Attitude Towards Death

1522 Words4 Pages

Ryan Chan
Ms. Friedrich
ENG 2DY
28 May 2014
Society’s Attitude Towards Death
Even before the Renaissance, poets have explored the theme of death in an attempt to understand and cope with it. However, poets’ attitudes towards death is constantly evolving to reflect the values and beliefs of society. During the Renaissance, death was seen as an adversity that faith in God could overcome, as John Donne’s “Hymn to God, My God, in My Sickness” and Thomas Nashe’s “In Time of Plague (Adieu, Farewell, earth’s bliss)” demonstrate.

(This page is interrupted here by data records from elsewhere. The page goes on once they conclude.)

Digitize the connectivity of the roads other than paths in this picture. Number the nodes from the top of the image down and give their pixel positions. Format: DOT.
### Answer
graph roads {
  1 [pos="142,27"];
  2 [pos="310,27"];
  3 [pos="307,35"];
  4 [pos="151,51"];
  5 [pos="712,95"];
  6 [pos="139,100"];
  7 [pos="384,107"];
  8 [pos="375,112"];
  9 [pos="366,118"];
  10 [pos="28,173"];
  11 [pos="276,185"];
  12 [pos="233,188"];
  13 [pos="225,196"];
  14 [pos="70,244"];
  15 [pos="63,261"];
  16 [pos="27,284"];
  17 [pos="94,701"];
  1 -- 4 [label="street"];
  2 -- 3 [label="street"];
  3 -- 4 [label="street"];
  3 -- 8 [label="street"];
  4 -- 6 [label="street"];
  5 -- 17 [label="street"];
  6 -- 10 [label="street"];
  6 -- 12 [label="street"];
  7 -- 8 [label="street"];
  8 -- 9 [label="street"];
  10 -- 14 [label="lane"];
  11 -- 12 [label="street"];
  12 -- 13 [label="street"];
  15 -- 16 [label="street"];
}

As the Romantic period dominated literature, death was an escape to a better world if God chose to bring you to heaven, as Samuel Taylor Coleridge’s “Epitaph” and Anna Lætitia Barbauld’s “Life” reveal. Finally, the Modern period brought about a gradual change to a secular society, illustrated by Emily Dickinson’s “Going to Heaven!” and Edgar Lee Master’s “Yee Bow”. Over the ages, society becomes more and more secular in the manner that it interacts with death.

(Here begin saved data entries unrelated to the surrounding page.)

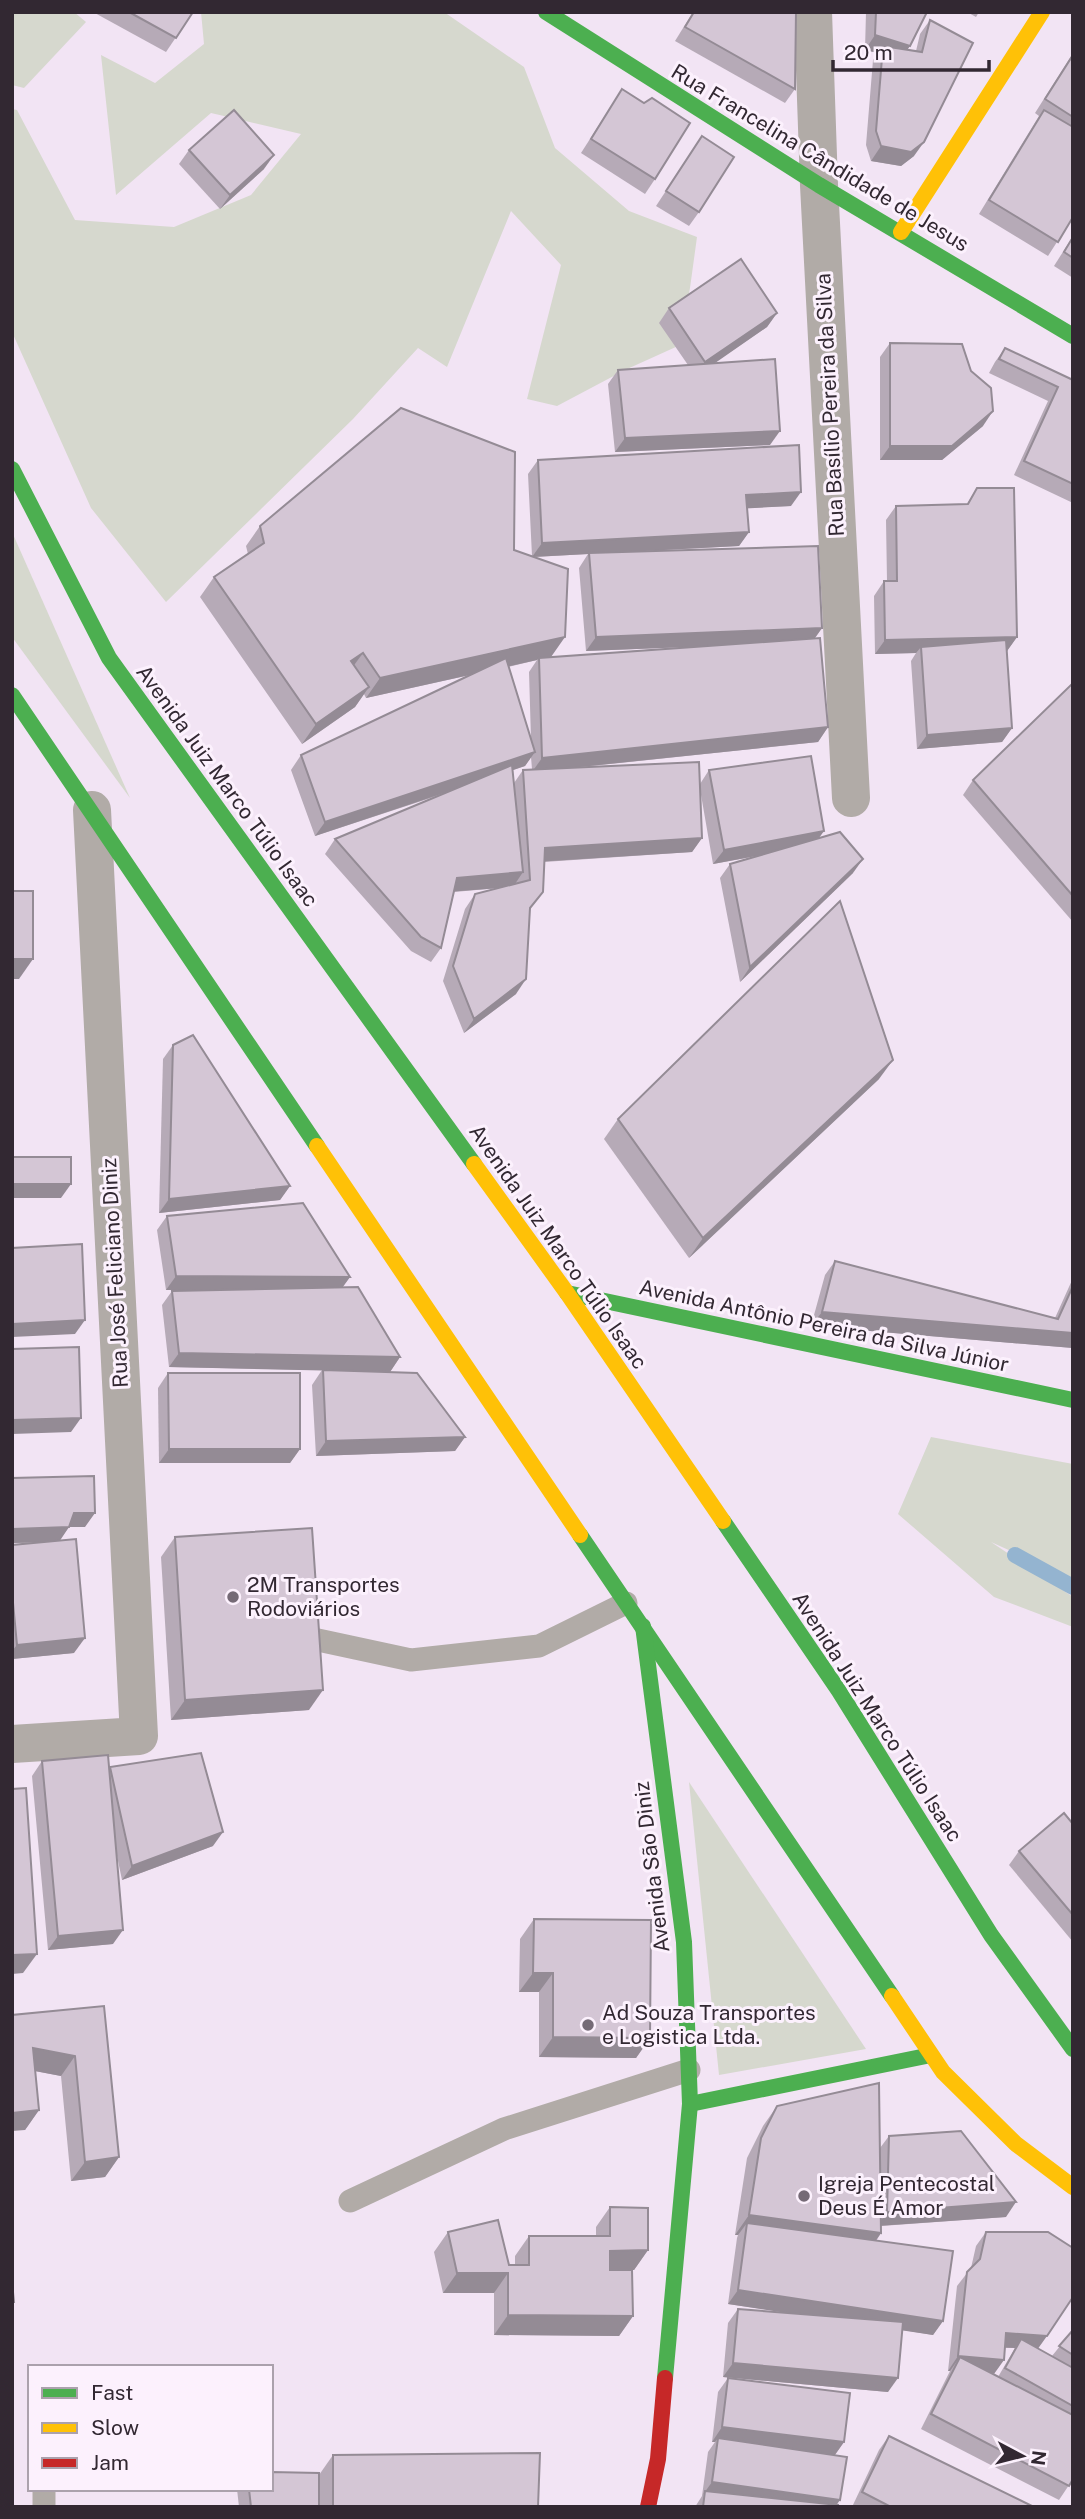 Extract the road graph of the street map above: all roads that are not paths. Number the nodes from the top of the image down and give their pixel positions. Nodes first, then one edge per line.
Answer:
1 (546, 12) edge
2 (813, 12) edge
3 (1042, 12) edge
4 (819, 186) junction
5 (901, 232) junction
6 (1073, 336) edge
7 (12, 469) edge
8 (12, 695) edge
9 (851, 798) dead end
10 (92, 810) junction
11 (567, 1293) junction
12 (1073, 1401) edge
13 (626, 1603) junction
14 (643, 1626) junction
15 (304, 1637) edge
16 (12, 1744) edge
17 (1073, 2049) edge
18 (931, 2055) junction
19 (689, 2070) junction
20 (690, 2104) junction
21 (1073, 2187) edge
22 (350, 2201) dead end
23 (649, 2507) edge

1 - 4 main road, Rua Francelina Cândidade de Jesus
2 - 4 street, Rua Basílio Pereira da Silva
3 - 5 main road
4 - 5 main road, Rua Francelina Cândidade de Jesus
4 - 9 street, Rua Basílio Pereira da Silva
5 - 6 main road, Rua Francelina Cândidade de Jesus
7 - 11 main road, Avenida Juiz Marco Túlio Isaac
8 - 10 main road
10 - 13 main road
10 - 16 street, Rua José Feliciano Diniz
11 - 12 main road, Avenida Antônio Pereira da Silva Júnior
11 - 17 main road, Avenida Juiz Marco Túlio Isaac
13 - 14 main road
13 - 15 lane
14 - 18 main road
14 - 19 main road, Avenida São Diniz
18 - 20 main road
18 - 21 main road
19 - 20 main road, Avenida São Diniz
19 - 22 lane
20 - 23 main road, Avenida São Diniz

The poetry in the Renaissance reflects the dynamism in Europe at the time, where poets wrote many beautiful pieces about defeating death with steadfast faith in God. John Donne, one of the prominent English poets at the time, wrote “Hymn to God, My God, in my Sickness” when he had a life-threatening fever in 1623. Through the poem, he reaffirms his belief in God, in resurrection after death, and writes a “sermon to mine own [soul]” (Donne 29). Also, Donne clearly believes that he is on the verge of death; if he will be part of heaven’s choir, he will “tune the instrument here at the door [of heaven]” (Donne 4). The poem is written exclusively in iambic pentameter, which makes the poem sound like a very formal sermon, or even like a will. Either way, the str...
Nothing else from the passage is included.